I would greatly appreciate any example or thoughts?

Thanks so much

forecaster
  • 1,084
  • 1
  • 14
  • 35
  • 1
    The only "non-obvious" command you should need for this is `split`. Beyond that, this is nothing more than a `for` loop. Just be sure to pre-allocate the lists that will hold the models and predicted values for each customer. (Also, with large numbers of variables, avoid using the formula interface to `randomForest`. It's often much slower.) – joran Mar 23 '14 at 02:49
  • Jordan, thank you. Can you please elobrate on avoiding formula interface ? – forecaster Mar 23 '14 at 02:55
  • 1
    Since you're new to R, you should be studying the documentation. The note about the formula interface is right there in the Note section. Read about the arguments `x` and `y` (right at the top of the docs) for alternatives. – joran Mar 23 '14 at 03:10

1 Answers1

2

Assuming your sales dataset is 3,000 * 300 = 900,000 rows and both dataframes have a customer_id column, you can do something like:

pred_groups <- split(seq_len(nrow(sales_score)), sales_score$customer_id)
# pred_groups is now a list, with names the customer_id's and each list
# element an integer vector of row numbers.

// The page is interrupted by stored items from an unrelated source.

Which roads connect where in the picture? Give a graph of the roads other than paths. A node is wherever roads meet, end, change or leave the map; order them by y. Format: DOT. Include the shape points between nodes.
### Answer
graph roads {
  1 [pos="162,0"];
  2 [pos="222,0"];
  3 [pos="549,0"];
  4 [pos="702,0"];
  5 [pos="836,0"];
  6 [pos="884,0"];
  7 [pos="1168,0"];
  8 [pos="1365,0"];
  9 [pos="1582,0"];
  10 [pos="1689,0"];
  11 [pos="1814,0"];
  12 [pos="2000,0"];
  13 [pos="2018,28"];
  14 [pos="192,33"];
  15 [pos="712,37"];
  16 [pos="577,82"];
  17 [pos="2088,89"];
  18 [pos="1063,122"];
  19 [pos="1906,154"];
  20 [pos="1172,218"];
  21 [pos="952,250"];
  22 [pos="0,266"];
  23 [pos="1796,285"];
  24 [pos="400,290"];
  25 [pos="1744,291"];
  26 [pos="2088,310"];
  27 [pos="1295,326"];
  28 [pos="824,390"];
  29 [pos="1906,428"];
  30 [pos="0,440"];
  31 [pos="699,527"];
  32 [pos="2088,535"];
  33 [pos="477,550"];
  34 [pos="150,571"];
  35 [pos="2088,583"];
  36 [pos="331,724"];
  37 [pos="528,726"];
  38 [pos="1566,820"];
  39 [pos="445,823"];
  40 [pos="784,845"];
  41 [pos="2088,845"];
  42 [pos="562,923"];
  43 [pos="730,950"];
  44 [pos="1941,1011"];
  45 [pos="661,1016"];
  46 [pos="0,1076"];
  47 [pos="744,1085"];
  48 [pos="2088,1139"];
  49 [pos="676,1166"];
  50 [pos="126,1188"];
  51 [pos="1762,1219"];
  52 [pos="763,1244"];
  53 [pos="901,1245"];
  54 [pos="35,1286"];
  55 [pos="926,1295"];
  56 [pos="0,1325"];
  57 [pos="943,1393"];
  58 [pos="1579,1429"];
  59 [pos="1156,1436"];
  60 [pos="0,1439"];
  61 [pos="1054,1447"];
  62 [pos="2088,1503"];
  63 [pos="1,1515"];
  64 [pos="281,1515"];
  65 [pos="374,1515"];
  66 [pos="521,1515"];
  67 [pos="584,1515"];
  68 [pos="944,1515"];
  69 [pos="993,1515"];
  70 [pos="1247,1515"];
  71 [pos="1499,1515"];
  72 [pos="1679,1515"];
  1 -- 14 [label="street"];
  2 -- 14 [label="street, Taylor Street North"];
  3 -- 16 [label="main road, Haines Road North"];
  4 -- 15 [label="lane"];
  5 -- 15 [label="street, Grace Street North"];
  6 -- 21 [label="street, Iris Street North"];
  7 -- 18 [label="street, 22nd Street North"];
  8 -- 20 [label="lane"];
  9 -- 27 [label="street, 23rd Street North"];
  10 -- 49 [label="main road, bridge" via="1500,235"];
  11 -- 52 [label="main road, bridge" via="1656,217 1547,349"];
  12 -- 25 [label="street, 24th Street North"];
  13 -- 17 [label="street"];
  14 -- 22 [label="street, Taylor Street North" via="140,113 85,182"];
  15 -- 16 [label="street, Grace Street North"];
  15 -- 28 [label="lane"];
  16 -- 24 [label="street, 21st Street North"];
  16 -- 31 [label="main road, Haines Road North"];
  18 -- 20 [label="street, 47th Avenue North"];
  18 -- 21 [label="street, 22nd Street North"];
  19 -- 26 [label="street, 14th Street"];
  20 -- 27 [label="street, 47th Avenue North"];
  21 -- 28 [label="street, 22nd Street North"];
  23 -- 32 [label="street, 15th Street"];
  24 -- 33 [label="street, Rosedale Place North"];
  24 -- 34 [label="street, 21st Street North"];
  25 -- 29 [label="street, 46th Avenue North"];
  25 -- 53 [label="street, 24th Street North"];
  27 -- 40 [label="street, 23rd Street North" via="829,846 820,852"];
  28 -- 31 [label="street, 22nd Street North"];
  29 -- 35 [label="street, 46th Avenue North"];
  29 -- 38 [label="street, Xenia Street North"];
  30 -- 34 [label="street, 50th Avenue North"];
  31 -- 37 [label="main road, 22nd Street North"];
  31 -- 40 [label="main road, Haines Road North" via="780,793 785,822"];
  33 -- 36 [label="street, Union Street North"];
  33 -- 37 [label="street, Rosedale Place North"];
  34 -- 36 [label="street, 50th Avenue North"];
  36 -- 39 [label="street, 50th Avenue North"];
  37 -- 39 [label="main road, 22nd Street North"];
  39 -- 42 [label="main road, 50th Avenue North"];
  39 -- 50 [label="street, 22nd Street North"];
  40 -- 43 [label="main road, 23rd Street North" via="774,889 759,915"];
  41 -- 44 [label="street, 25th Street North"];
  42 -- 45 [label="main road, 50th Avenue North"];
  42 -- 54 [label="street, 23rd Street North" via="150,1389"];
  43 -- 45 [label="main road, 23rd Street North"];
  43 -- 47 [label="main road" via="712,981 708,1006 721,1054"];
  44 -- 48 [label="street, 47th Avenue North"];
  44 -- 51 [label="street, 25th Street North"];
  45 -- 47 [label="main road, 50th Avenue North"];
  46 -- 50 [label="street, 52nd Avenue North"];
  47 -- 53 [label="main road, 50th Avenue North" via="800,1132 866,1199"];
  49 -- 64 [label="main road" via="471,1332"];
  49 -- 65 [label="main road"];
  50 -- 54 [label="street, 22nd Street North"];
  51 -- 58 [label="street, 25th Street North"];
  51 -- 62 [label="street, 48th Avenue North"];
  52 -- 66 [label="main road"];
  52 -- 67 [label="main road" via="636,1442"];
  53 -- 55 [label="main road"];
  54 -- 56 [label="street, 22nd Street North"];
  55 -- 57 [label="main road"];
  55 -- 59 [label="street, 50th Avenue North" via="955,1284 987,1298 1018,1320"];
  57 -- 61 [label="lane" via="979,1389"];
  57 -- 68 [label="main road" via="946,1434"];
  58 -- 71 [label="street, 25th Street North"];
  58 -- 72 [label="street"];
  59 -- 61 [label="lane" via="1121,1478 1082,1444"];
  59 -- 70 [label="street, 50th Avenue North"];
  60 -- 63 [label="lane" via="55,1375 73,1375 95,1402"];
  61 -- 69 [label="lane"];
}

Now iterate over each customer
# and make predictions on the training set.
preds <- unsplit(structure(lapply(names(pred_groups), function(customer_id) {
  # Train using only observations for this customer.
  # Note we are comparing character to integer but R's natural type
  # coercion should still give the correct answer.
  train_rows <- sales$customer_id == customer_id
  sales.rf <- randomForest(Sales ~ ., ntree = 500,
                           data = sales[train_rows, ],importance=TRUE)

  # Now make predictions only for this customer.
  predict(sales.rf, sales_score[pred_groups[[customer_id]], ])
}), .Names = names(pred_groups)), sales_score$customer_id)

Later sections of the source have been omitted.